- What you need to do: None of the images should appear in your copy. Transcribe the data in full.
--
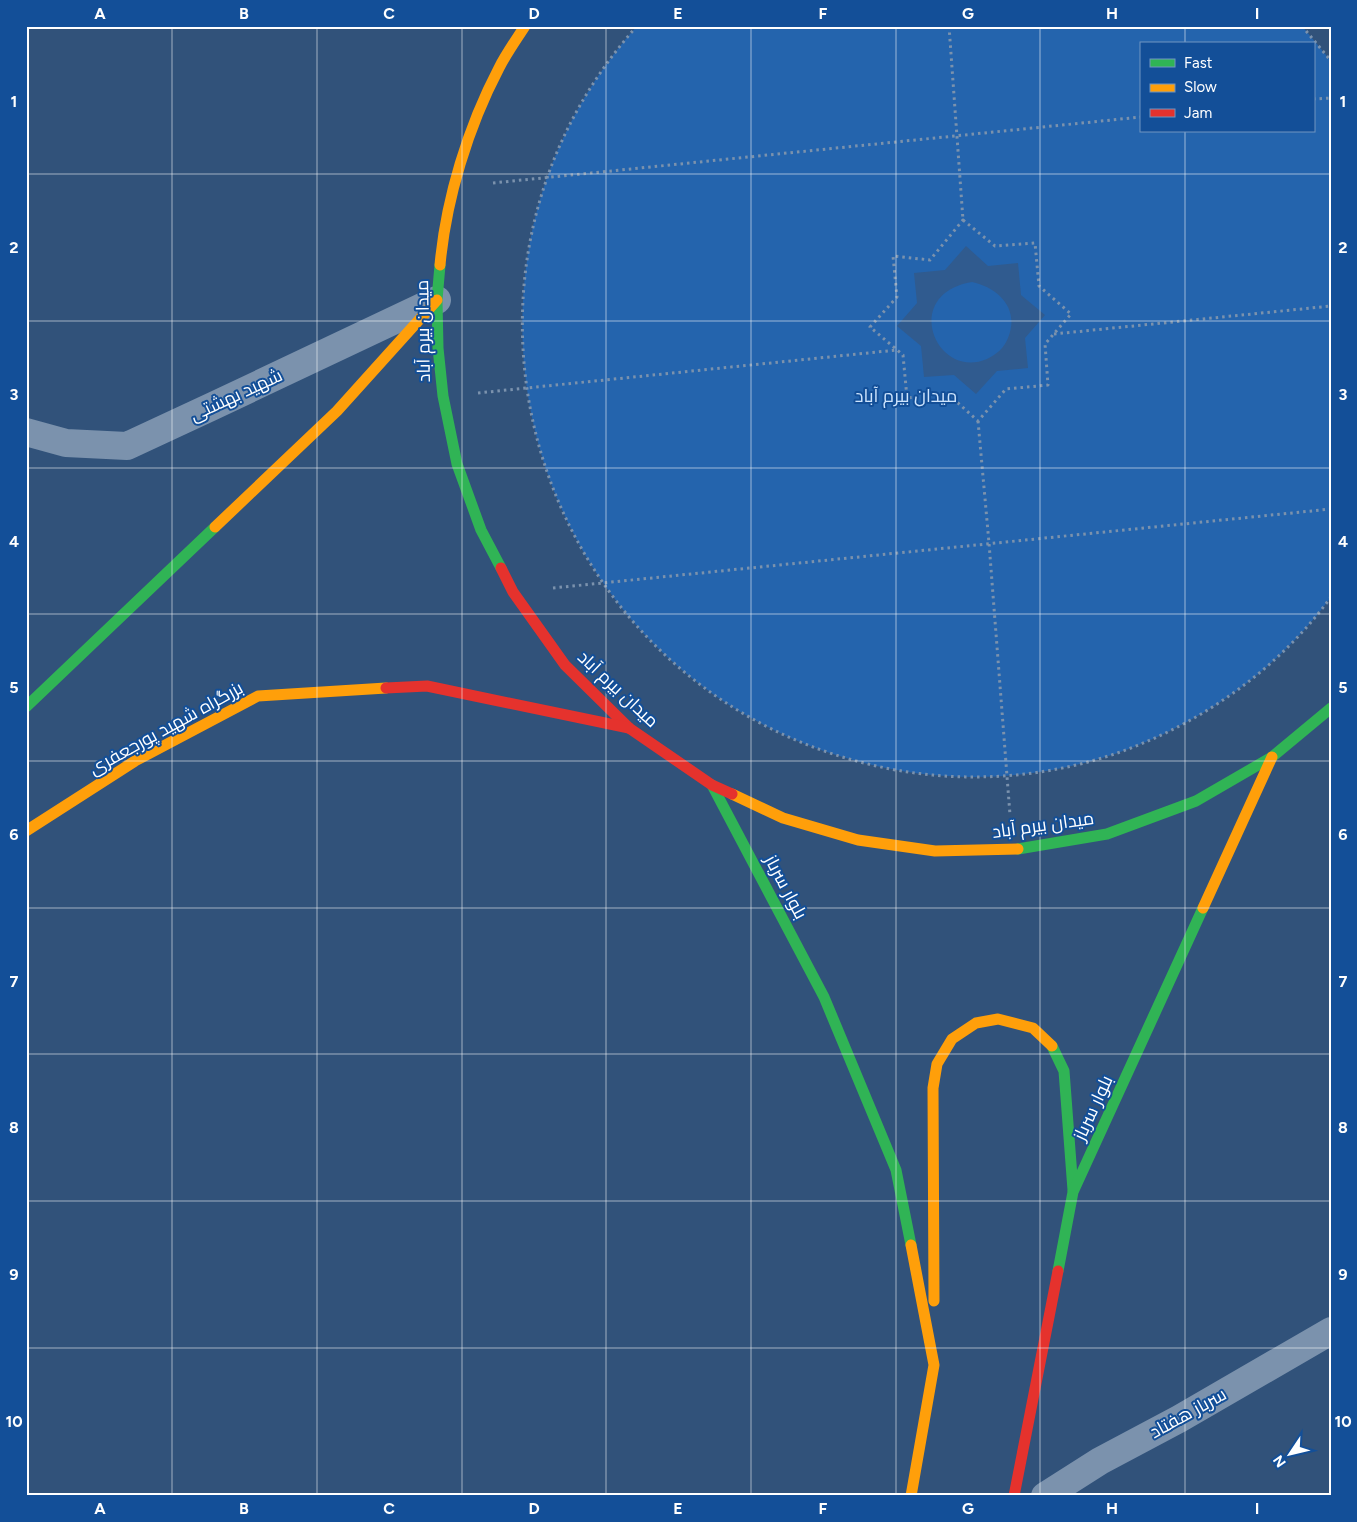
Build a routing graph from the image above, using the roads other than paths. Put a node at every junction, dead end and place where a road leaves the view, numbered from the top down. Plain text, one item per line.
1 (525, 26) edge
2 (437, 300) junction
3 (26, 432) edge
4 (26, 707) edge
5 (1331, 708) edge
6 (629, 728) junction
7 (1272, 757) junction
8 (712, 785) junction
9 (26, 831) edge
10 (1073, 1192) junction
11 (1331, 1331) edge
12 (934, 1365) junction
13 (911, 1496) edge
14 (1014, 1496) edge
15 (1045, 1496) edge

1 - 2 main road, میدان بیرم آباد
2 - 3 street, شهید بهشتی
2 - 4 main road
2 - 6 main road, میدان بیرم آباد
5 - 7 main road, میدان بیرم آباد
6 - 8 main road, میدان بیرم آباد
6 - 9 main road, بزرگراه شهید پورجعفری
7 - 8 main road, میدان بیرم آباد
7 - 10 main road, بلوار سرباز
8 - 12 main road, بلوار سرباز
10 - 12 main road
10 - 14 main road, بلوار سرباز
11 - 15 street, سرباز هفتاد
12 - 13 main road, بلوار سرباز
--
- Solution to this problem:
Build a routing graph from the image above, using the roads other than paths. Put a node at every junction, dead end and place where a road leaves the view, numbered from the top down. Plain text, one item per line.
1 (525, 26) edge
2 (437, 300) junction
3 (26, 432) edge
4 (26, 707) edge
5 (1331, 708) edge
6 (629, 728) junction
7 (1272, 757) junction
8 (712, 785) junction
9 (26, 831) edge
10 (1073, 1192) junction
11 (1331, 1331) edge
12 (934, 1365) junction
13 (911, 1496) edge
14 (1014, 1496) edge
15 (1045, 1496) edge

1 - 2 main road, میدان بیرم آباد
2 - 3 street, شهید بهشتی
2 - 4 main road
2 - 6 main road, میدان بیرم آباد
5 - 7 main road, میدان بیرم آباد
6 - 8 main road, میدان بیرم آباد
6 - 9 main road, بزرگراه شهید پورجعفری
7 - 8 main road, میدان بیرم آباد
7 - 10 main road, بلوار سرباز
8 - 12 main road, بلوار سرباز
10 - 12 main road
10 - 14 main road, بلوار سرباز
11 - 15 street, سرباز هفتاد
12 - 13 main road, بلوار سرباز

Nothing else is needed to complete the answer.